Powell will submit his semi-annual policy report to Congress on Tuesday and Wednesday, while the monthly jobs report will be released on Friday, in parallel with the publication of some key earnings.
Powell’s hearing this week will set expectations for the US central bank’s March 21-22 policy meeting, where policymakers will unveil new forecasts for the economy and the FED’s benchmark interest rate.
Powell will have the opportunity to express how much monetary tightening he believes is necessary when he testifies on the Senate and House committees.
Read: Powell: Federal reserve may have to make unpopular decisions
Bloomberg expects Powell to echo some recent remarks from his colleagues at the Federal Reserve suggesting that rates will rise higher than expected just weeks ago if economic data continues to rise.
It wondered whether Powell should open the door to re-accelerating interest rate hikes to 50 basis points after they were eased to 25 basis points last month.
Analysts say Congress now has no choice but to push the US into deflation in order to reduce inflation.
Annual inflation in the United States slowed in January to a 15-month low of 6.4 percent, from 6.5 percent in December, but came in above expectations of a decline to 6.2 percent.
Analysts warn that the US economy could slide lower by the middle of the year due to the risk of higher interest rates.
San Francisco Federal Reserve President Mary Daly believes the US central bank will likely need to keep interest rates higher and higher for a longer period of time in order to reduce inflation.
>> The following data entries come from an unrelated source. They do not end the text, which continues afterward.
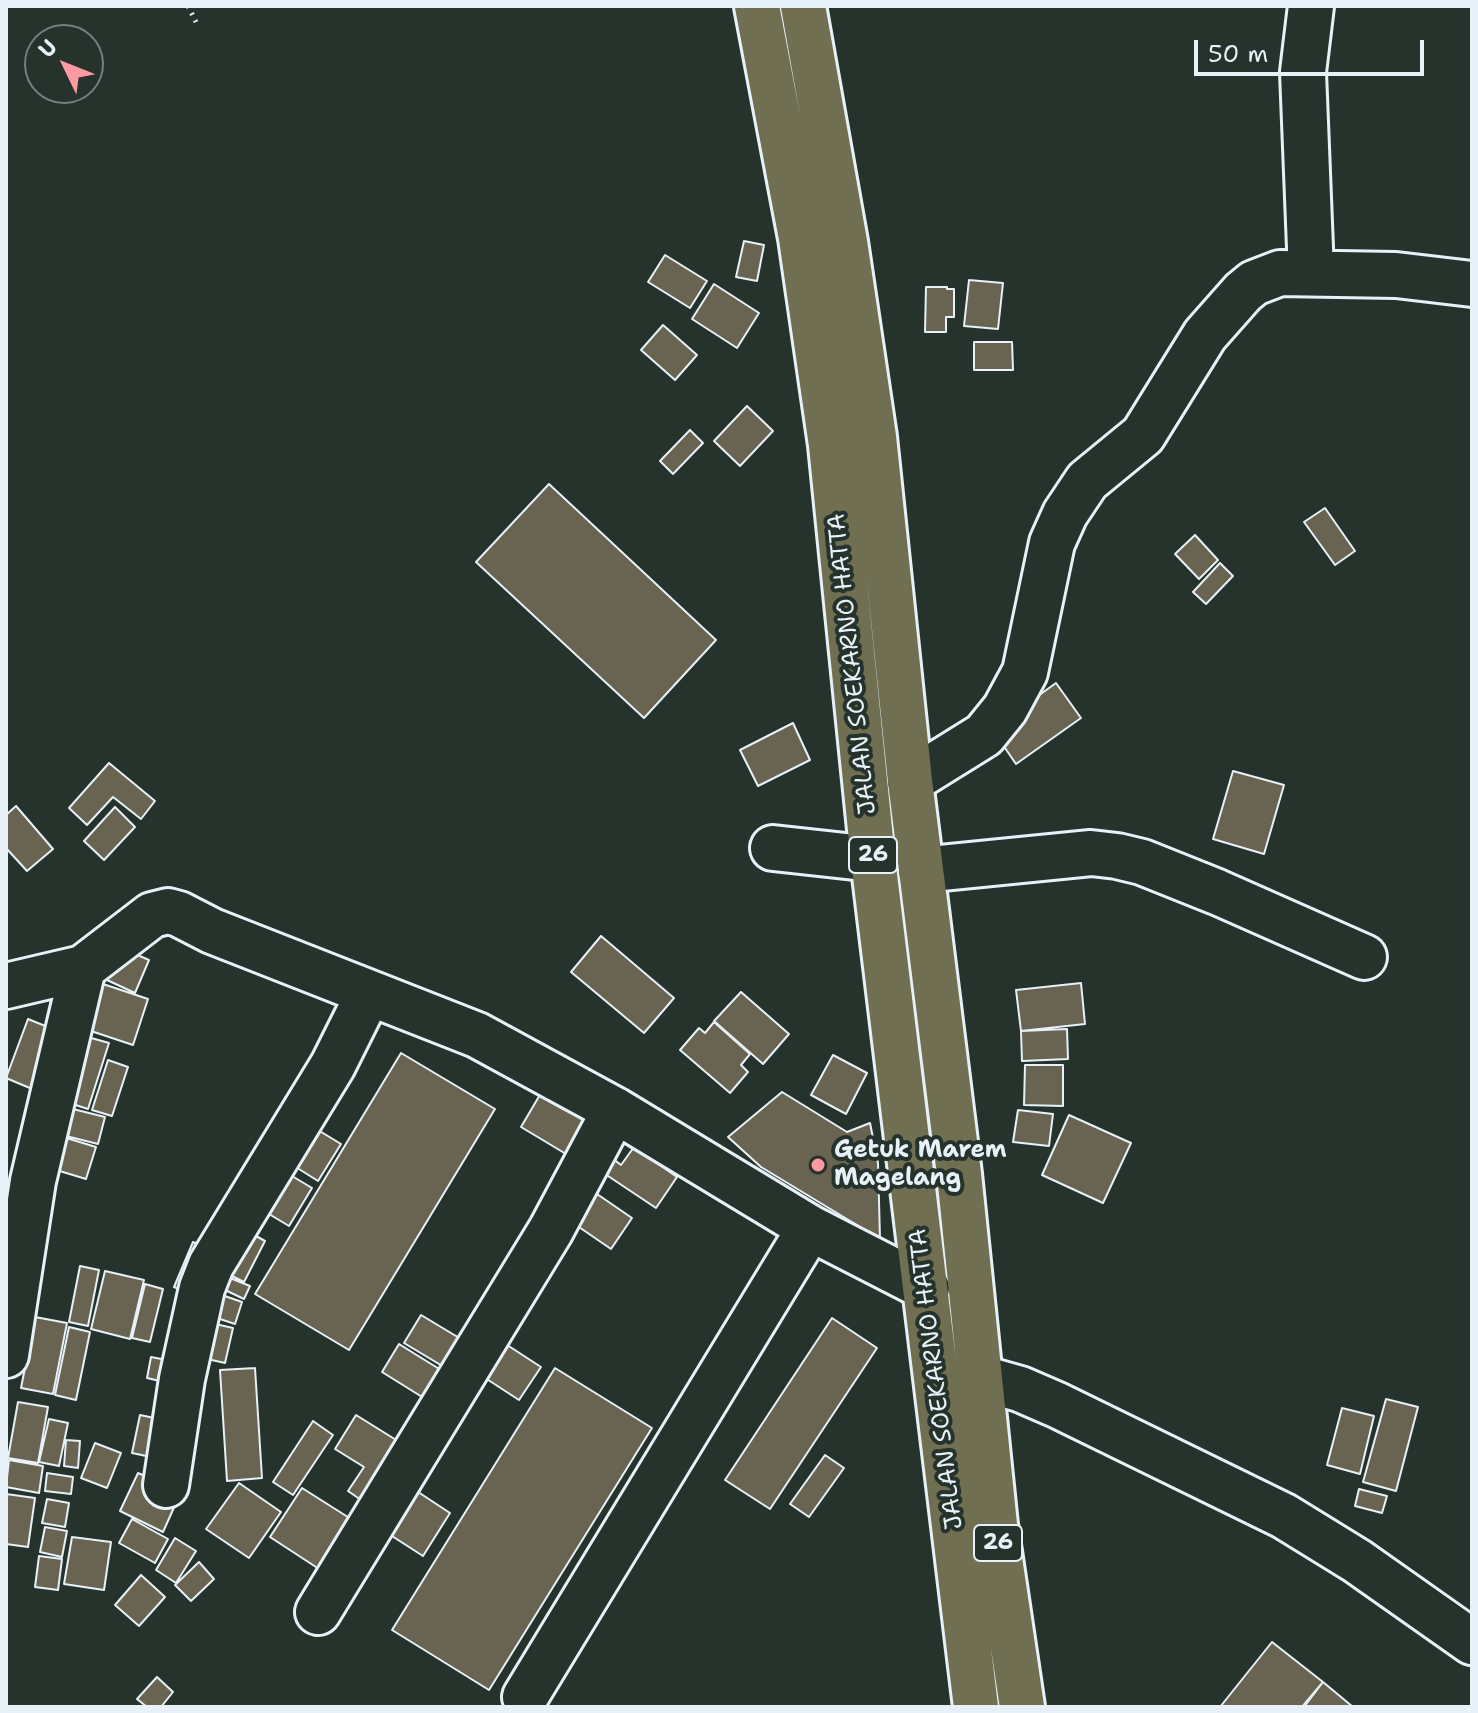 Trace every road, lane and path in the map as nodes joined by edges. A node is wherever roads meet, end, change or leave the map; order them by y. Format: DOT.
graph roads {
  1 [pos="188,6"];
  2 [pos="757,6"];
  3 [pos="803,6"];
  4 [pos="1311,6"];
  5 [pos="196,22"];
  6 [pos="1311,273"];
  7 [pos="1472,284"];
  8 [pos="910,781"];
  9 [pos="773,848"];
  10 [pos="873,859"];
  11 [pos="921,870"];
  12 [pos="1364,957"];
  13 [pos="83,968"];
  14 [pos="6,986"];
  15 [pos="369,993"];
  16 [pos="615,1110"];
  17 [pos="810,1228"];
  18 [pos="927,1288"];
  19 [pos="6,1355"];
  20 [pos="981,1378"];
  21 [pos="166,1485"];
  22 [pos="318,1612"];
  23 [pos="1472,1642"];
  24 [pos="525,1697"];
  25 [pos="974,1705"];
  26 [pos="1022,1707"];
  1 -- 5 [label="path"];
  2 -- 10 [label="highway, JALAN SOEKARNO HATTA / 26"];
  3 -- 8 [label="highway, JALAN SOEKARNO HATTA / 26"];
  4 -- 6 [label="street"];
  6 -- 7 [label="street"];
  6 -- 8 [label="street"];
  8 -- 11 [label="highway, JALAN SOEKARNO HATTA / 26"];
  9 -- 10 [label="street"];
  10 -- 18 [label="highway, JALAN SOEKARNO HATTA / 26"];
  11 -- 12 [label="street"];
  11 -- 20 [label="highway, JALAN SOEKARNO HATTA / 26"];
  13 -- 14 [label="street"];
  13 -- 15 [label="street"];
  13 -- 19 [label="street"];
  15 -- 16 [label="street"];
  15 -- 21 [label="street"];
  16 -- 17 [label="street"];
  16 -- 22 [label="street"];
  17 -- 18 [label="street"];
  17 -- 24 [label="street"];
  18 -- 25 [label="highway, JALAN SOEKARNO HATTA / 26"];
  20 -- 23 [label="street"];
  20 -- 26 [label="highway, JALAN SOEKARNO HATTA / 26"];
}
As Daly said in a speech Saturday at Princeton University in New Jersey: “In order to leave this cycle of high inflation behind, it is necessary to have monetary policy tightened further and to maintain it longer.”
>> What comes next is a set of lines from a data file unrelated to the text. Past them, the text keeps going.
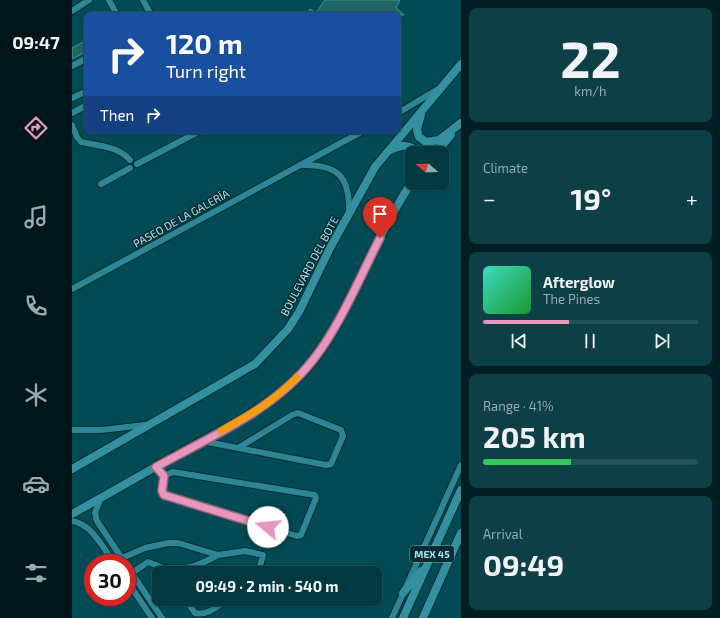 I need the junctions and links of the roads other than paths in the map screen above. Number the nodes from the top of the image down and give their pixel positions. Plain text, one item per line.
1 (88, 0) edge
2 (109, 0) edge
3 (143, 0) edge
4 (72, 11) edge
5 (115, 12) edge
6 (149, 12) edge
7 (84, 60) edge
8 (461, 64) edge
9 (72, 66) edge
10 (443, 86) junction
11 (84, 92) edge
12 (72, 98) edge
13 (84, 107) edge
14 (401, 111) edge
15 (422, 111) junction
16 (72, 113) edge
17 (461, 123) edge
18 (72, 125) edge
19 (194, 134) edge
20 (357, 134) edge
21 (405, 146) edge
22 (442, 146) edge
23 (390, 150) junction
24 (130, 160) junction
25 (137, 164) junction
26 (299, 165) junction
27 (130, 168) junction
28 (102, 184) dead end
29 (407, 190) edge
30 (349, 213) junction
31 (72, 289) edge
32 (149, 425) junction
33 (72, 430) edge
34 (202, 441) junction
35 (238, 448) junction
36 (461, 465) edge
37 (156, 467) junction
38 (72, 469) edge
39 (164, 476) junction
40 (461, 490) edge
41 (101, 498) junction
42 (72, 514) edge
43 (72, 521) edge
44 (461, 533) edge
45 (108, 554) edge
46 (120, 554) edge
47 (134, 554) edge
48 (218, 555) junction
49 (428, 562) junction
50 (156, 566) edge
51 (196, 566) edge
52 (260, 566) edge
53 (136, 570) edge
54 (136, 579) edge
55 (403, 593) junction
56 (136, 594) edge
57 (147, 596) junction
58 (141, 601) junction
59 (190, 606) edge
60 (218, 606) edge
61 (152, 618) edge
62 (162, 618) edge
63 (392, 618) edge
64 (403, 618) edge
65 (423, 618) edge

1 - 4 street
2 - 5 street
3 - 6 street
7 - 9 street
8 - 10 main road, BOULEVARD DEL BOTE
10 - 14 street
10 - 15 main road, BOULEVARD DEL BOTE
11 - 12 street
13 - 16 street
15 - 17 main road
15 - 23 main road, BOULEVARD DEL BOTE
17 - 22 main road
18 - 24 street
19 - 25 street
20 - 26 street, PASEO DE LA GALERÍA
21 - 23 main road
23 - 30 main road, BOULEVARD DEL BOTE
24 - 25 street
24 - 27 street
25 - 27 street
26 - 30 street
26 - 31 street, PASEO DE LA GALERÍA
27 - 28 street
29 - 34 main road
30 - 32 main road, BOULEVARD DEL BOTE
32 - 33 street
32 - 38 main road, BOULEVARD DEL BOTE
34 - 35 street
34 - 37 main road
35 - 35 street
36 - 55 street
37 - 39 street
37 - 41 main road
39 - 39 street
40 - 49 main road, MEX 45
41 - 42 main road
41 - 46 street
43 - 45 street
44 - 65 main road, MEX 45
47 - 48 street
48 - 51 street
48 - 52 street
49 - 55 main road
49 - 64 main road, MEX 45
50 - 53 street
54 - 57 street
55 - 63 street
56 - 58 street
57 - 58 street
57 - 62 street
58 - 61 street
59 - 60 street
The FED raised key interest rates by 25 basis points earlier this month at its first meeting this year, reaching a range of 4.5% to 4.75%, in line with market expectations.
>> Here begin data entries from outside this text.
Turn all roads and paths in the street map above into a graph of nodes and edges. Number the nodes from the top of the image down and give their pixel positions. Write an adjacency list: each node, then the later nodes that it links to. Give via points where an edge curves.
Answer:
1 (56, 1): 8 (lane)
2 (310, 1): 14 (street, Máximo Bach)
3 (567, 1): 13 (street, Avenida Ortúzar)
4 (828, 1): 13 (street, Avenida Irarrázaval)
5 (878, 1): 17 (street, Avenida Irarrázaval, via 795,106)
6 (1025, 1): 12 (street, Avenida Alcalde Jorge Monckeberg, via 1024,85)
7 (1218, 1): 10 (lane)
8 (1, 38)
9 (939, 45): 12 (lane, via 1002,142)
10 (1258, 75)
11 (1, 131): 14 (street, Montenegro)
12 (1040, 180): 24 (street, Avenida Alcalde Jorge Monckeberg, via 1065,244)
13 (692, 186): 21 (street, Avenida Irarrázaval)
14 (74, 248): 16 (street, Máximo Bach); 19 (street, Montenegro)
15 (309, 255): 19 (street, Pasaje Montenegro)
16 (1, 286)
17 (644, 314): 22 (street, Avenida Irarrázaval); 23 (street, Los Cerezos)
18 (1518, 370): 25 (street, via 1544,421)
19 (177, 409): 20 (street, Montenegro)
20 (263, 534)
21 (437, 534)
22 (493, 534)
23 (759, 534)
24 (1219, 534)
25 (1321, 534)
The head of the US Federal Reserve pledged more interest rate increases in the coming period in order to control inflation and bring it down to the target level of 2 percent.
Powell said that the FED has not yet reached sufficient interest rates to curb inflation, noting that the Federal Reserve is considering two new interest rate increases in order to maintain a constrained level of monetary policy that allows inflation.
US job growth is likely to have moderated last month after January’s sharp pace, while the unemployment rate is likely to have held steady at a 53-year low.
Jobs increased by 215,000 in February, according to the median forecast in a Bloomberg poll. To start the year, US employers added more than half a million workers and the unemployment rate fell to 3.4 percent. It is these results that shattered expectations of a short-term pause in the Federal Reserve’s tightening campaign.